A parent's biggest worry used to be what their children were doing on the computer. Now, an even bigger worry may be how they're doing it.

"My neck starts to get sore, and my back can ache, and my eyes sting a little bit," says student Ariel Gold.

The newest computer casualties, reports CBS News Correspondent Lee Cowan, are the young, tech savvy kids who are beginning to complain just like adults.

"Sometimes my wrists hurt," says Ryan Ferguson. “Usually, just my back starts to hurt," adds Donny Hakim. "My neck starts to hurt and my eyes kinda go blurry after a while," says Veronica Schott.

From homework assignments to e-mailing friends, some 30 million elementary school kids are using computers these days. And the aches and pains they’re complaining of usually are the result of poor body position.

Keyboard Exercises
The jury is still out on whether specific exercises really help, but here are some that are widely recommended:


Squeezea foam resistance ball 15-20 times, rest, then repeat.

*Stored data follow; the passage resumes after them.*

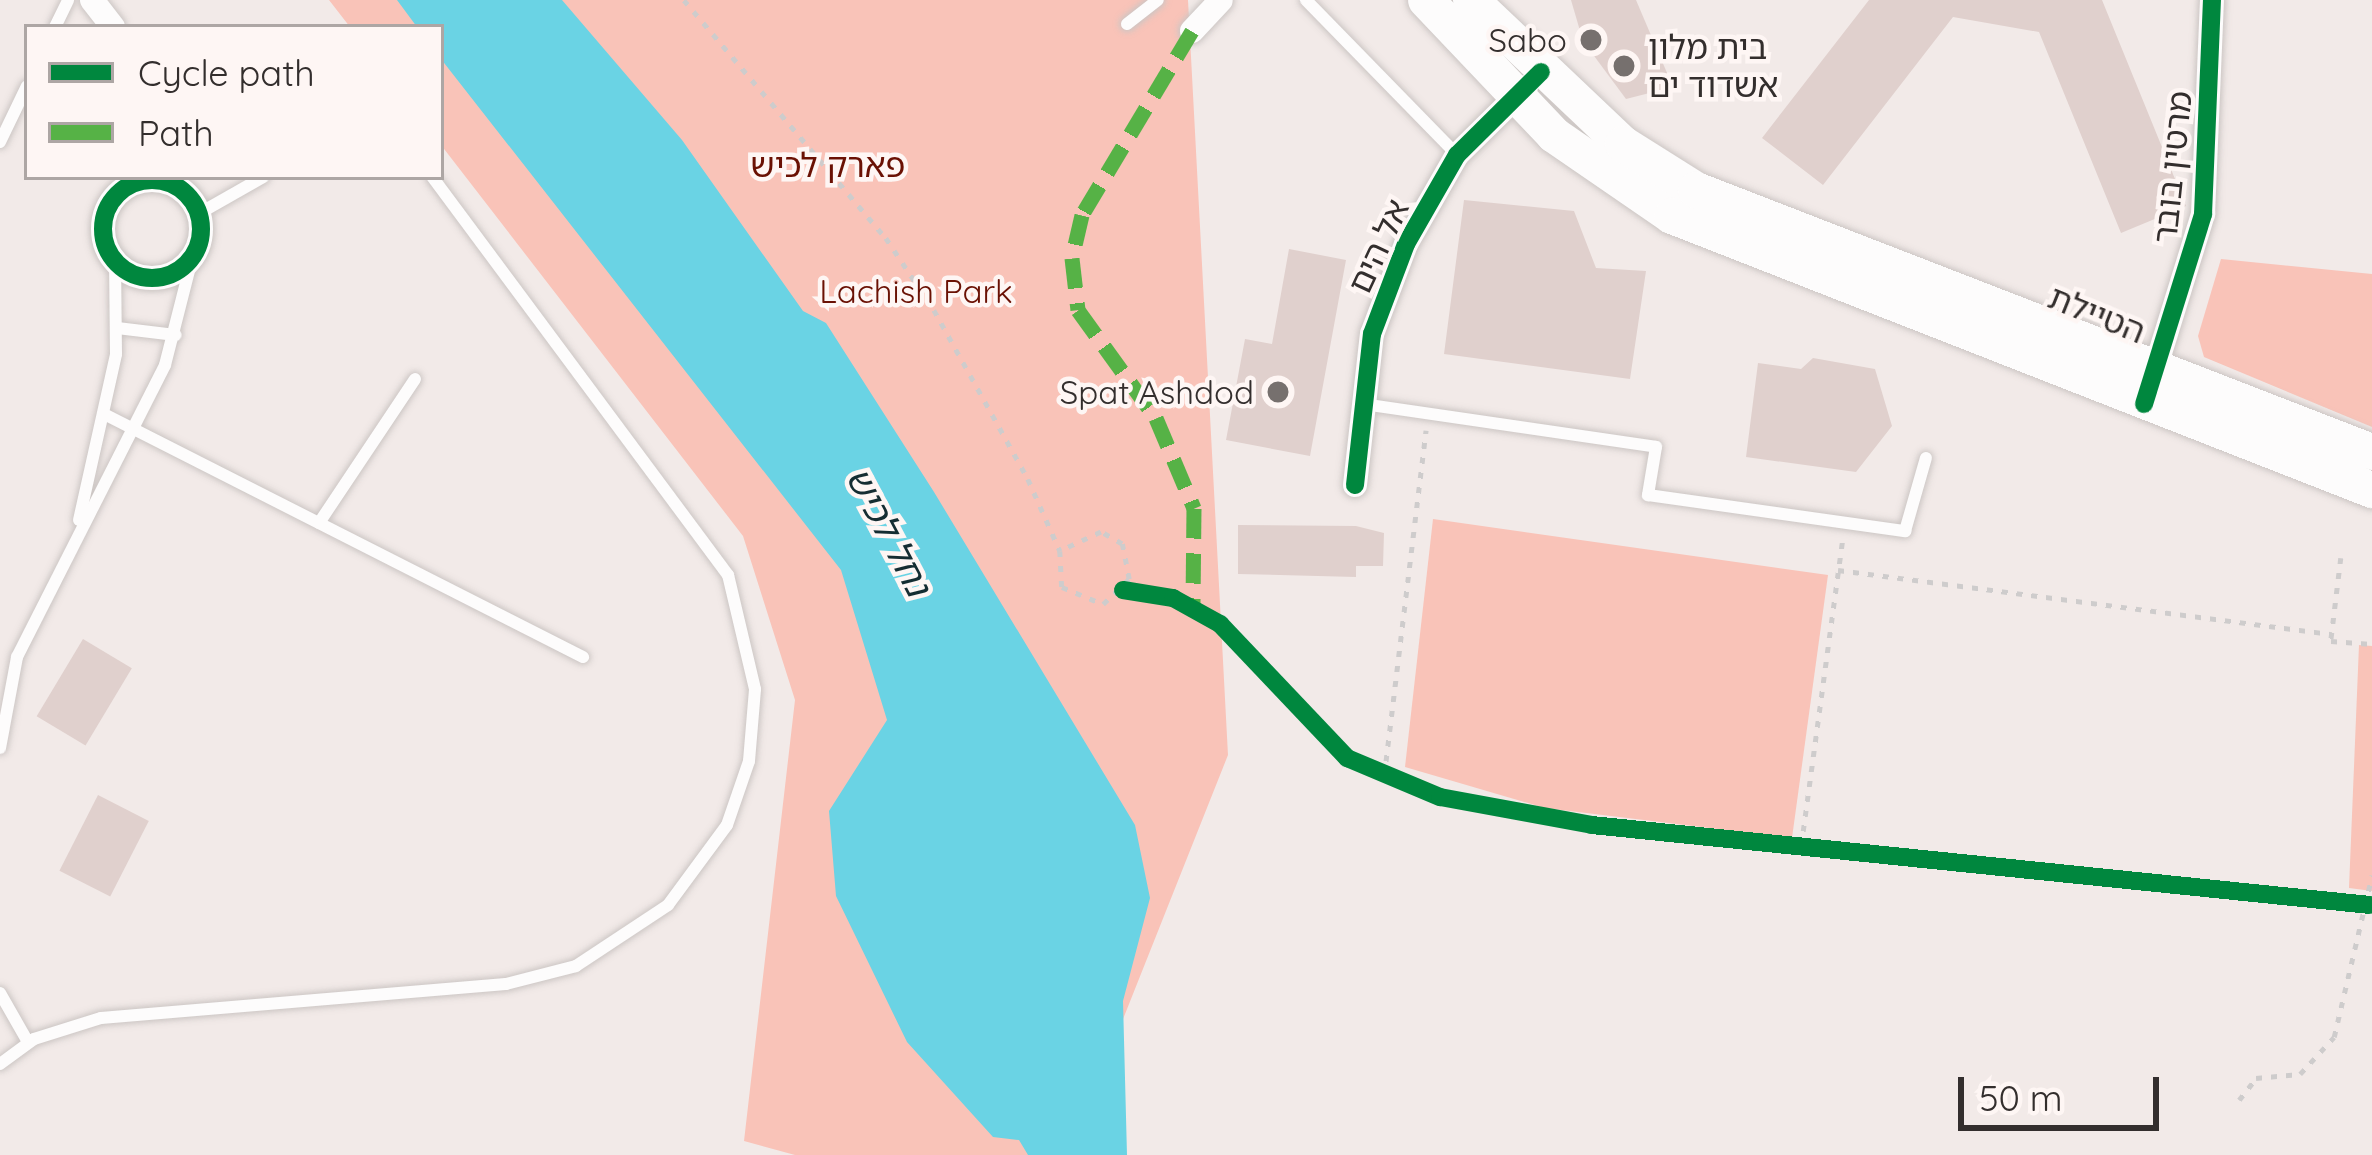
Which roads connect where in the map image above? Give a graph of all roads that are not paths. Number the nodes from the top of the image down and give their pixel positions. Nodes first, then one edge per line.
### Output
1 (89, 0) edge
2 (1158, 0) edge
3 (1221, 0) edge
4 (1306, 0) edge
5 (1426, 0) edge
6 (1471, 0) edge
7 (2212, 0) edge
8 (110, 24) edge
9 (1127, 24) dead end
10 (1192, 31) dead end
11 (1541, 72) junction
12 (24, 92) edge
13 (1514, 99) junction
14 (0, 142) edge
15 (1457, 154) junction
16 (114, 180) edge
17 (257, 180) edge
18 (434, 180) edge
19 (181, 184) edge
20 (109, 204) junction
21 (198, 214) junction
22 (194, 255) junction
23 (115, 262) junction
24 (117, 328) junction
25 (176, 335) junction
26 (415, 379) dead end
27 (2150, 387) junction
28 (1361, 404) junction
29 (106, 415) junction
30 (135, 430) junction
31 (2372, 452) edge
32 (1926, 458) dead end
33 (1355, 484) dead end
34 (2372, 490) edge
35 (319, 523) junction
36 (74, 538) junction
37 (584, 658) dead end
38 (0, 748) edge
39 (0, 993) edge
40 (28, 1042) junction
41 (0, 1064) edge

1 - 8 street
2 - 9 lane
3 - 10 street
4 - 15 lane
5 - 13 main road, הטיילת
6 - 11 main road, הטיילת
7 - 27 street, מרטין בובר
11 - 13 street, אל הים
11 - 27 main road, הטיילת
12 - 14 lane
13 - 15 street, אל הים
13 - 27 main road, הטיילת
15 - 28 street, אל הים
16 - 20 street
17 - 21 lane
18 - 40 lane
19 - 20 street
19 - 21 street
20 - 23 street
21 - 22 street
22 - 23 street
22 - 25 lane
23 - 24 lane
24 - 25 lane
24 - 29 lane
25 - 30 lane
26 - 35 lane
27 - 31 main road, הטיילת
27 - 34 main road, הטיילת
28 - 32 lane
28 - 33 street, אל הים
29 - 30 lane
29 - 36 lane
30 - 35 lane
30 - 36 lane
35 - 37 lane
36 - 38 lane
39 - 40 lane
40 - 41 lane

Make a fist and rotate your hand in one direction 15 times, then repeat going the other direction; repeat, this time with fingers extended.


Make a fist, extend your fingers as far apart as possible, hold for 10 seconds, relax; repeat five to ten times.

Click here for more tips.

Karen Jacobs is an occupational therapist and professor at Boston University. This week, she released the results of a five-year ergonomic study, showing kids need not only better workstations, they need better computer habits.

More than half the sixth graders she surveyed reported pain – 35 percent in their necks, and 20 percent in their backs along with aches in their shoulders, wrists, and elbows.

Absent any ergonomic guidelines for kids, Jacobs says, those numbers will continue to grow. "It's not going away and if we don't do something, the potential for it to be an epidemic, I think, is there," she says.

There aren't enough studies to know for sure exactly what the long term impact of poor computer habits is on kids, but most health experts agree on one thing. If there are painful side effects as early as elementary school, it's likely to only get worse by the time they get to college.

Dr. David Diamond has seen computer-reated injuries in students at Massachusetts Institute of Technology, for example, jump 20 percent a year.

"Habits that they learn in grammar school and high school will carry forward into college, good and bad,” he says.

Which leaves one more consideration for modern day parents - While computers are undoubtedly healthy for the mind, they may not always be healthy for the body -- young or old.